[What is needed]: Copy out each line of the data that contains "Right".

Body or hand keypoint data
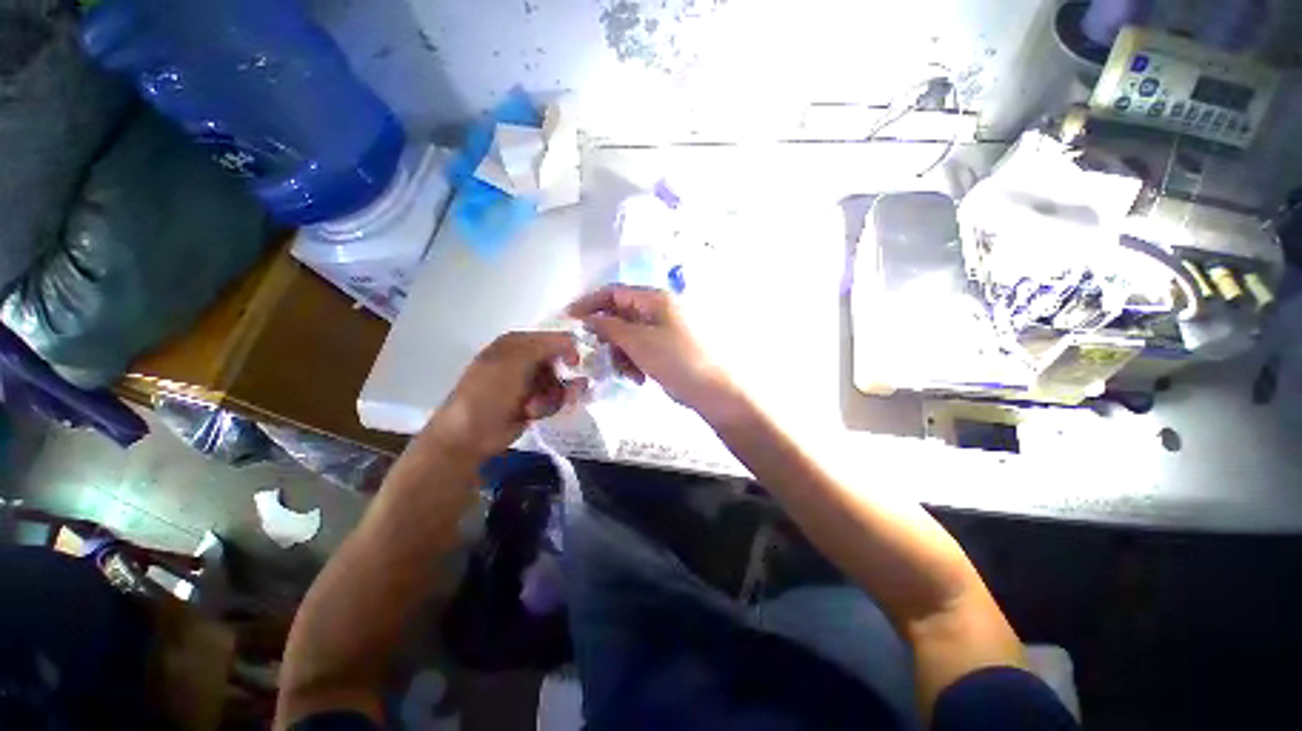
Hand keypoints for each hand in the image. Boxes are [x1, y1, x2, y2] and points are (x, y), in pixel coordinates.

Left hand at [423, 332, 585, 459]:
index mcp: (516, 344)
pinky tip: (533, 413)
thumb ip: (546, 346)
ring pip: (560, 384)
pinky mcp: (533, 403)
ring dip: (554, 396)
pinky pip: (555, 400)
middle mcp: (524, 360)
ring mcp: (529, 382)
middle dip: (563, 378)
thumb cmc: (489, 392)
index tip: (576, 363)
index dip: (567, 348)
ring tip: (537, 406)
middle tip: (568, 391)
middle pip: (560, 363)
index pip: (552, 338)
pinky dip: (548, 407)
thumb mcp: (515, 361)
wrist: (470, 434)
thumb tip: (573, 340)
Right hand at [567, 284, 732, 411]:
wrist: (713, 390)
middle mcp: (660, 311)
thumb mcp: (638, 342)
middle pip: (621, 316)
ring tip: (627, 373)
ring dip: (621, 354)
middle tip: (599, 355)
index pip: (615, 292)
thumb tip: (589, 318)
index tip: (569, 319)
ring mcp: (665, 331)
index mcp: (655, 299)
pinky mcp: (667, 349)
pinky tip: (639, 378)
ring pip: (629, 336)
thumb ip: (610, 327)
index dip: (590, 303)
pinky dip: (635, 362)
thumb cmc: (676, 360)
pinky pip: (641, 349)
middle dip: (608, 337)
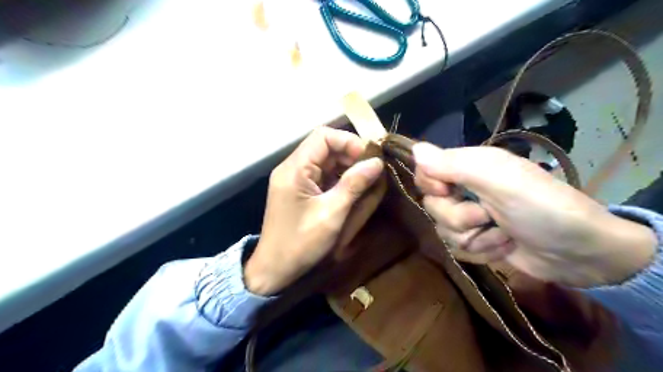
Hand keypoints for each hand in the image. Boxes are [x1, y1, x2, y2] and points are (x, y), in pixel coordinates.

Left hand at [245, 129, 384, 295]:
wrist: (274, 269)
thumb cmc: (301, 243)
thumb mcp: (332, 213)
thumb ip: (354, 184)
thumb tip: (377, 162)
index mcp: (295, 169)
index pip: (323, 136)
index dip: (348, 142)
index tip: (370, 158)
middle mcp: (292, 168)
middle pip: (325, 147)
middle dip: (351, 155)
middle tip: (373, 170)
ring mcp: (295, 179)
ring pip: (325, 161)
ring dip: (347, 167)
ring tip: (367, 180)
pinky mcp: (299, 190)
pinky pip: (322, 175)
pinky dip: (339, 179)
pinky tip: (353, 189)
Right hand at [412, 143, 654, 286]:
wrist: (580, 254)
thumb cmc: (542, 208)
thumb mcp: (499, 181)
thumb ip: (455, 165)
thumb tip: (415, 149)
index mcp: (469, 167)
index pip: (425, 171)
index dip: (431, 184)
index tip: (449, 191)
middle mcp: (465, 189)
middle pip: (432, 205)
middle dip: (459, 217)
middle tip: (488, 216)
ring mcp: (470, 217)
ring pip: (443, 230)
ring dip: (475, 237)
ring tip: (503, 234)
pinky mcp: (476, 240)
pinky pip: (457, 248)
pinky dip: (482, 251)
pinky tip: (504, 246)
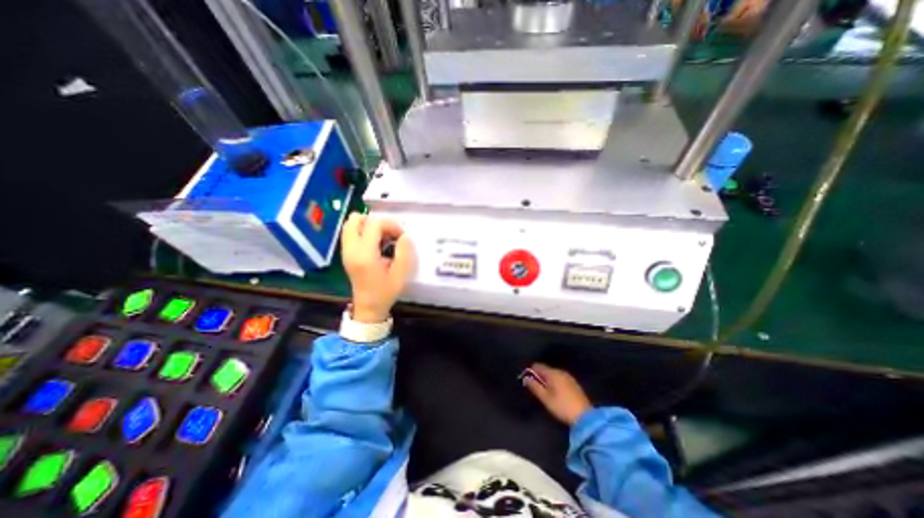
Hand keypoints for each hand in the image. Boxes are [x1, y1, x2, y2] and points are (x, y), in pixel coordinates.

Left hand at [338, 212, 413, 322]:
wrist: (369, 307)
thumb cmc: (385, 292)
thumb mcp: (401, 274)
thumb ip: (404, 252)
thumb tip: (404, 236)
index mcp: (364, 255)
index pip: (374, 224)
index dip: (391, 225)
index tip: (401, 236)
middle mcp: (351, 249)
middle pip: (356, 219)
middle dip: (376, 222)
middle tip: (389, 234)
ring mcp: (346, 251)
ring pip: (351, 224)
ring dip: (369, 225)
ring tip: (383, 238)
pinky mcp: (346, 253)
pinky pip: (351, 232)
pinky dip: (364, 232)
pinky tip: (376, 244)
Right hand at [524, 364, 595, 424]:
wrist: (585, 417)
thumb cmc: (562, 406)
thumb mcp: (545, 398)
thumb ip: (535, 386)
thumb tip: (526, 377)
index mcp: (552, 373)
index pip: (538, 365)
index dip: (531, 372)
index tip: (529, 381)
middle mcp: (561, 371)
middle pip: (546, 369)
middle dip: (540, 376)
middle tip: (537, 389)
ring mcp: (569, 377)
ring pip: (553, 374)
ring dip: (548, 380)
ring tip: (546, 392)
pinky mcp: (574, 383)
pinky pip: (560, 378)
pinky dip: (556, 382)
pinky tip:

[Answer for this exercise]:
Right hand at [567, 284, 732, 411]:
Right hand at [412, 143, 654, 286]:
Right hand at [524, 364, 595, 424]:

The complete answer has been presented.